Winner of December’s presidential election in The Gambia, Adama Barrow, has said that he is confident that he would be sworn in next week despite the refusal of incumbent President, Yahya Jammeh, to accept the election results.
Barrow also said that there is no need for President Jammeh to seek asylum, expressing optimism that sincere dialogue can end the crisis.
President Muhammadu Buhari on Friday flew to Banjul, capital of The Gambia, to join select leaders from the Economic Community of West African States, ECOWAS, in a mediation meeting with Jammeh.
And members of the House of Representatives voted on Thursday to grant the Gambian leader asylum in Nigeria should he decide to come to the country after handing over power.
President Jammeh’s term officially ends next Wednesday, but he has declared that he will not handover, citing irregularities in the election results.
He has filed a lawsuit at the country’s Supreme Court challenging the poll results but the suit could not be heard until May due to shortage of judges in the country, and Jammeh says he will not step down until then.
The Gambia, a tiny country of a little above two million people, rely heavily on the Nigerian Judiciary for its senior judges.
51-year-old Jammeh initially accepted defeat in the December poll, but later recanted.
Barrow had won 43.3% of the vote compared with Mr Jammeh’s 39.6%. A third candidate, Mama Kandeh, got 17.1%.
Jammeh became president through a coup d’état in 1994 and has ruled The Gambia with an iron fist; having severally been accused of human rights abuses.

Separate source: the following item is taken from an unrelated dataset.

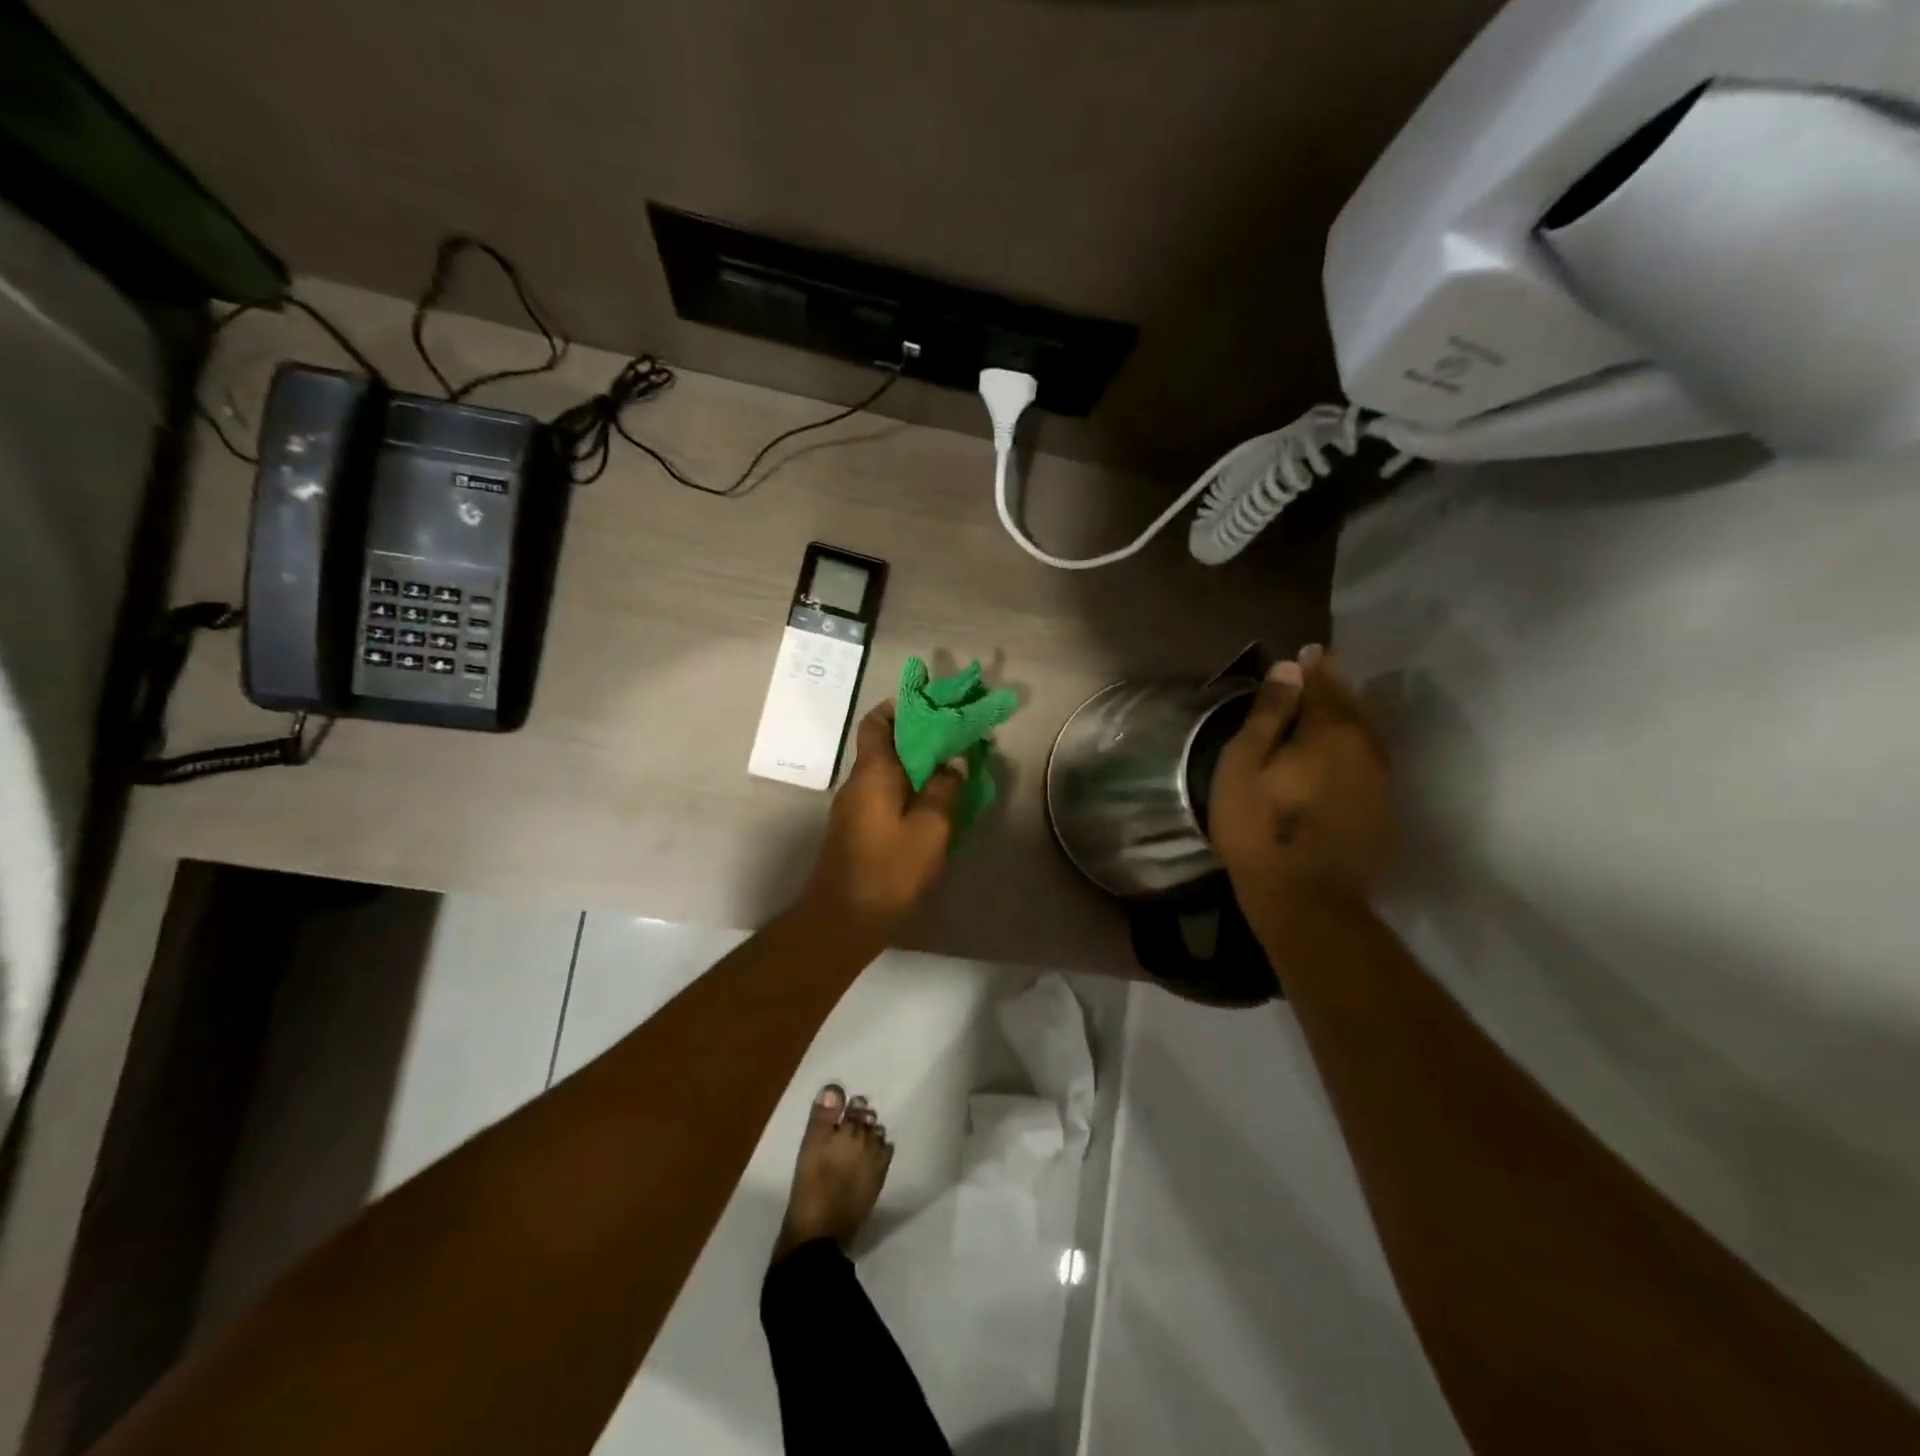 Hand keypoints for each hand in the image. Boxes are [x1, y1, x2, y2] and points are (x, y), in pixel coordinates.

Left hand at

On whether he supports ECOWAS threat to use force to oust Jammeh, President-elect, Barrow, told the journalists on Friday that he would prefer a “peaceful transition”.
The former property developer said he welcomed the move by Nigeria lawmakers to offer Jammeh asylum, but said he did not feel the situation would “get to this level”.

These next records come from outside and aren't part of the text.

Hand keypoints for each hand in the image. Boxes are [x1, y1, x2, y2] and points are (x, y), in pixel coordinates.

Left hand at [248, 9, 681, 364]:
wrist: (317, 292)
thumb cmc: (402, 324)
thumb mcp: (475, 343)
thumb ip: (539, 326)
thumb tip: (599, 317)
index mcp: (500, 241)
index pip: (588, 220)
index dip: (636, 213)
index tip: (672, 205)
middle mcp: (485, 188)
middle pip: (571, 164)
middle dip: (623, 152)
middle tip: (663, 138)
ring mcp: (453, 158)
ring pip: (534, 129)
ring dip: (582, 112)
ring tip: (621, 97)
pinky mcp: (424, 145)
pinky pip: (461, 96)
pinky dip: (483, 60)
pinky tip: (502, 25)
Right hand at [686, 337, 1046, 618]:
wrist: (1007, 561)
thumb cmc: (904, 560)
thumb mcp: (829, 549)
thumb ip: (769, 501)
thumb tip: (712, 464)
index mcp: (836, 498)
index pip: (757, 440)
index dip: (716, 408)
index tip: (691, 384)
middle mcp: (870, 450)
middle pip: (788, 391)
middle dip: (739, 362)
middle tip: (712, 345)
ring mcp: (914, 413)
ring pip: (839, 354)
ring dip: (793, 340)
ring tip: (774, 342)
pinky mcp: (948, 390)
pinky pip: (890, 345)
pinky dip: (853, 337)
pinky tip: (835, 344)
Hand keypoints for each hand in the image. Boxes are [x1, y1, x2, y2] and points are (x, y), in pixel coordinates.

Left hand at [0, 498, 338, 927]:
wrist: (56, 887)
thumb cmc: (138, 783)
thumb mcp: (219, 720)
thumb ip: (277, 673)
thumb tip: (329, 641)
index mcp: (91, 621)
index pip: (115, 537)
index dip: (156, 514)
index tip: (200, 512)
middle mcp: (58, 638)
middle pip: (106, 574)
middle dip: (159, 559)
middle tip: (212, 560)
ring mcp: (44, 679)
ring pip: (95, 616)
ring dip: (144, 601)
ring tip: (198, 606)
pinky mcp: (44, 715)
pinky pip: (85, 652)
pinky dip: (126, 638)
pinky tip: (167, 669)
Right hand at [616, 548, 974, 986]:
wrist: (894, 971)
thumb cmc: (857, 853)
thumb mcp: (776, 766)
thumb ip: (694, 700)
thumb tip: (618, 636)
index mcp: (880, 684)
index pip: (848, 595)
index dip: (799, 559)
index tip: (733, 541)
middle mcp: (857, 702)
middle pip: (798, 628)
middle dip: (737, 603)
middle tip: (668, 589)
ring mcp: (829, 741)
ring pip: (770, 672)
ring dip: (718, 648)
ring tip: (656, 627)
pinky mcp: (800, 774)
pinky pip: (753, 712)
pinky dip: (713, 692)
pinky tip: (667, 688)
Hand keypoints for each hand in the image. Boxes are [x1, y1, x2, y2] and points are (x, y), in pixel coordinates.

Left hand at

He said: “We want to keep Jammeh in The Gambia, I don’t think there’s any need for him to go to another country.”
“We solve our problems within ourselves without the intervention of anybody. I think that’s what we’d prefer.”
Barrow called on Jammeh to “respect the constitution” and engage in direct talks.
President Jammeh’s lawyer had on Thursday filed an application at the Supreme Court asking for an injunction to block Barrow’s swearing-in.